## Task material
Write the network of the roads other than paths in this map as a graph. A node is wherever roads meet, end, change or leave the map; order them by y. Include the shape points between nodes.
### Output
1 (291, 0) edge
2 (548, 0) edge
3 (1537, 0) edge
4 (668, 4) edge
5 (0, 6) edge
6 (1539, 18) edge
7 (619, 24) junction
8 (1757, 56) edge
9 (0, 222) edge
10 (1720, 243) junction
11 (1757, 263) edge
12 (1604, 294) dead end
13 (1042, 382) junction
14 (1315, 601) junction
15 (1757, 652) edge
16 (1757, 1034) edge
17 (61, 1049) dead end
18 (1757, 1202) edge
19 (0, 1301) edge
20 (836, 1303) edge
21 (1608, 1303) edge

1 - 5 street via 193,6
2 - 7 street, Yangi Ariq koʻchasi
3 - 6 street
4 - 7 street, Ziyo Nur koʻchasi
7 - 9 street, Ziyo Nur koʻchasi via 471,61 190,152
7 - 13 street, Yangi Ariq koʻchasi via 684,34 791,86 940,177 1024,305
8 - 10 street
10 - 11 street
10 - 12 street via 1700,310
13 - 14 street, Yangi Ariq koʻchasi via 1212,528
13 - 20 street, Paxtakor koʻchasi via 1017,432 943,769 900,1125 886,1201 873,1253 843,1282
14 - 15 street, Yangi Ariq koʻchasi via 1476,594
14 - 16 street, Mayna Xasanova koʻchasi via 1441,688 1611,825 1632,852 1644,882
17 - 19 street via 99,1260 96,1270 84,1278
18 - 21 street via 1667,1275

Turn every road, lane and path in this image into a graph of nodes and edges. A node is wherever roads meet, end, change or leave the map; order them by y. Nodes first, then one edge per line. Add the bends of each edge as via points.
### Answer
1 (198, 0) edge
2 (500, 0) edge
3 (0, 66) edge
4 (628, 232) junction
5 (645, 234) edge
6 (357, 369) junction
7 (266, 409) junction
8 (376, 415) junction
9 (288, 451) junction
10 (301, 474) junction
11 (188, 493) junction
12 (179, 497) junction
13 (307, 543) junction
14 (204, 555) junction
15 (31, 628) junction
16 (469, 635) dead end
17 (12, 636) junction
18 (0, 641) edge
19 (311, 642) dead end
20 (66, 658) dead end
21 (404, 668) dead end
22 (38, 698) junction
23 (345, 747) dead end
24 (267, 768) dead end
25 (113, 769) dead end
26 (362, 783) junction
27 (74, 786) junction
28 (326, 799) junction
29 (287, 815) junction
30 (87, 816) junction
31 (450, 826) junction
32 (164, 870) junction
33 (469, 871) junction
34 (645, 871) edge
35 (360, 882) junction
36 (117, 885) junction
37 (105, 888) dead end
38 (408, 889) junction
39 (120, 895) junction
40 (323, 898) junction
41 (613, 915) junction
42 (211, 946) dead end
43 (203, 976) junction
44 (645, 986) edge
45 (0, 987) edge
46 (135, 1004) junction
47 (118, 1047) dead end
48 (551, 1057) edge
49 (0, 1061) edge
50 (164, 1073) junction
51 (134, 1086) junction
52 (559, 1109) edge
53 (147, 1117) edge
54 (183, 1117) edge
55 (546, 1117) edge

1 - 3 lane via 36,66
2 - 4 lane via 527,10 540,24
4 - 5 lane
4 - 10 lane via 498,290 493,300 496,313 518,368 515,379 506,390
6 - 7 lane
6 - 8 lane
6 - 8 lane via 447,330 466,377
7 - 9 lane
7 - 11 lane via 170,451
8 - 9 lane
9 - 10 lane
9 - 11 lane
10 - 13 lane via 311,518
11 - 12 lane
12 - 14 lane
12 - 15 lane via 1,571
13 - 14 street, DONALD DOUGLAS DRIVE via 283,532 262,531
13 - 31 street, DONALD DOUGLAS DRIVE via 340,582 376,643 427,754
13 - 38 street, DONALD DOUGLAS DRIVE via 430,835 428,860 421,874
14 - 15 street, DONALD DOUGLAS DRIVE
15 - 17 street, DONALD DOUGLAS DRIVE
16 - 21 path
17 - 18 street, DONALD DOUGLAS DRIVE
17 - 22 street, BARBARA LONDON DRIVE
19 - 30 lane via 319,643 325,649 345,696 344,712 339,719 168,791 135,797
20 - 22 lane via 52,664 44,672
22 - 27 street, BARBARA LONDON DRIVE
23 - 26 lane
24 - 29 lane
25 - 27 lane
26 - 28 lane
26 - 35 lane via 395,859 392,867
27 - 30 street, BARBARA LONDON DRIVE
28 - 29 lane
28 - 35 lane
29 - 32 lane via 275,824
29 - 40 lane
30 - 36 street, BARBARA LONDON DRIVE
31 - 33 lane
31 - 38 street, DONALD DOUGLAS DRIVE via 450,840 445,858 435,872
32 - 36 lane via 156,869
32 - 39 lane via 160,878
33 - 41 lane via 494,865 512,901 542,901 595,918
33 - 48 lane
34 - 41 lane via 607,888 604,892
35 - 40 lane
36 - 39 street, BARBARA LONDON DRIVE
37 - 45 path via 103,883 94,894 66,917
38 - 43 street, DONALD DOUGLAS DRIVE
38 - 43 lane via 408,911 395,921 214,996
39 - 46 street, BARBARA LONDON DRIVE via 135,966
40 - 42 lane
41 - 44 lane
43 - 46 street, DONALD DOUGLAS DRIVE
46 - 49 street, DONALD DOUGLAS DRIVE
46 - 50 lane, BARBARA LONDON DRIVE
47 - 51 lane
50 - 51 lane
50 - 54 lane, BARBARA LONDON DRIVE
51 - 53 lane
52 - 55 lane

## Assignment
Repeat each of the entries exactly as written.

## Problem solution
Write the network of the roads other than paths in this map as a graph. A node is wherever roads meet, end, change or leave the map; order them by y. Include the shape points between nodes.
### Output
1 (291, 0) edge
2 (548, 0) edge
3 (1537, 0) edge
4 (668, 4) edge
5 (0, 6) edge
6 (1539, 18) edge
7 (619, 24) junction
8 (1757, 56) edge
9 (0, 222) edge
10 (1720, 243) junction
11 (1757, 263) edge
12 (1604, 294) dead end
13 (1042, 382) junction
14 (1315, 601) junction
15 (1757, 652) edge
16 (1757, 1034) edge
17 (61, 1049) dead end
18 (1757, 1202) edge
19 (0, 1301) edge
20 (836, 1303) edge
21 (1608, 1303) edge

1 - 5 street via 193,6
2 - 7 street, Yangi Ariq koʻchasi
3 - 6 street
4 - 7 street, Ziyo Nur koʻchasi
7 - 9 street, Ziyo Nur koʻchasi via 471,61 190,152
7 - 13 street, Yangi Ariq koʻchasi via 684,34 791,86 940,177 1024,305
8 - 10 street
10 - 11 street
10 - 12 street via 1700,310
13 - 14 street, Yangi Ariq koʻchasi via 1212,528
13 - 20 street, Paxtakor koʻchasi via 1017,432 943,769 900,1125 886,1201 873,1253 843,1282
14 - 15 street, Yangi Ariq koʻchasi via 1476,594
14 - 16 street, Mayna Xasanova koʻchasi via 1441,688 1611,825 1632,852 1644,882
17 - 19 street via 99,1260 96,1270 84,1278
18 - 21 street via 1667,1275

Turn every road, lane and path in this image into a graph of nodes and edges. A node is wherever roads meet, end, change or leave the map; order them by y. Nodes first, then one edge per line. Add the bends of each edge as via points.
### Answer
1 (198, 0) edge
2 (500, 0) edge
3 (0, 66) edge
4 (628, 232) junction
5 (645, 234) edge
6 (357, 369) junction
7 (266, 409) junction
8 (376, 415) junction
9 (288, 451) junction
10 (301, 474) junction
11 (188, 493) junction
12 (179, 497) junction
13 (307, 543) junction
14 (204, 555) junction
15 (31, 628) junction
16 (469, 635) dead end
17 (12, 636) junction
18 (0, 641) edge
19 (311, 642) dead end
20 (66, 658) dead end
21 (404, 668) dead end
22 (38, 698) junction
23 (345, 747) dead end
24 (267, 768) dead end
25 (113, 769) dead end
26 (362, 783) junction
27 (74, 786) junction
28 (326, 799) junction
29 (287, 815) junction
30 (87, 816) junction
31 (450, 826) junction
32 (164, 870) junction
33 (469, 871) junction
34 (645, 871) edge
35 (360, 882) junction
36 (117, 885) junction
37 (105, 888) dead end
38 (408, 889) junction
39 (120, 895) junction
40 (323, 898) junction
41 (613, 915) junction
42 (211, 946) dead end
43 (203, 976) junction
44 (645, 986) edge
45 (0, 987) edge
46 (135, 1004) junction
47 (118, 1047) dead end
48 (551, 1057) edge
49 (0, 1061) edge
50 (164, 1073) junction
51 (134, 1086) junction
52 (559, 1109) edge
53 (147, 1117) edge
54 (183, 1117) edge
55 (546, 1117) edge

1 - 3 lane via 36,66
2 - 4 lane via 527,10 540,24
4 - 5 lane
4 - 10 lane via 498,290 493,300 496,313 518,368 515,379 506,390
6 - 7 lane
6 - 8 lane
6 - 8 lane via 447,330 466,377
7 - 9 lane
7 - 11 lane via 170,451
8 - 9 lane
9 - 10 lane
9 - 11 lane
10 - 13 lane via 311,518
11 - 12 lane
12 - 14 lane
12 - 15 lane via 1,571
13 - 14 street, DONALD DOUGLAS DRIVE via 283,532 262,531
13 - 31 street, DONALD DOUGLAS DRIVE via 340,582 376,643 427,754
13 - 38 street, DONALD DOUGLAS DRIVE via 430,835 428,860 421,874
14 - 15 street, DONALD DOUGLAS DRIVE
15 - 17 street, DONALD DOUGLAS DRIVE
16 - 21 path
17 - 18 street, DONALD DOUGLAS DRIVE
17 - 22 street, BARBARA LONDON DRIVE
19 - 30 lane via 319,643 325,649 345,696 344,712 339,719 168,791 135,797
20 - 22 lane via 52,664 44,672
22 - 27 street, BARBARA LONDON DRIVE
23 - 26 lane
24 - 29 lane
25 - 27 lane
26 - 28 lane
26 - 35 lane via 395,859 392,867
27 - 30 street, BARBARA LONDON DRIVE
28 - 29 lane
28 - 35 lane
29 - 32 lane via 275,824
29 - 40 lane
30 - 36 street, BARBARA LONDON DRIVE
31 - 33 lane
31 - 38 street, DONALD DOUGLAS DRIVE via 450,840 445,858 435,872
32 - 36 lane via 156,869
32 - 39 lane via 160,878
33 - 41 lane via 494,865 512,901 542,901 595,918
33 - 48 lane
34 - 41 lane via 607,888 604,892
35 - 40 lane
36 - 39 street, BARBARA LONDON DRIVE
37 - 45 path via 103,883 94,894 66,917
38 - 43 street, DONALD DOUGLAS DRIVE
38 - 43 lane via 408,911 395,921 214,996
39 - 46 street, BARBARA LONDON DRIVE via 135,966
40 - 42 lane
41 - 44 lane
43 - 46 street, DONALD DOUGLAS DRIVE
46 - 49 street, DONALD DOUGLAS DRIVE
46 - 50 lane, BARBARA LONDON DRIVE
47 - 51 lane
50 - 51 lane
50 - 54 lane, BARBARA LONDON DRIVE
51 - 53 lane
52 - 55 lane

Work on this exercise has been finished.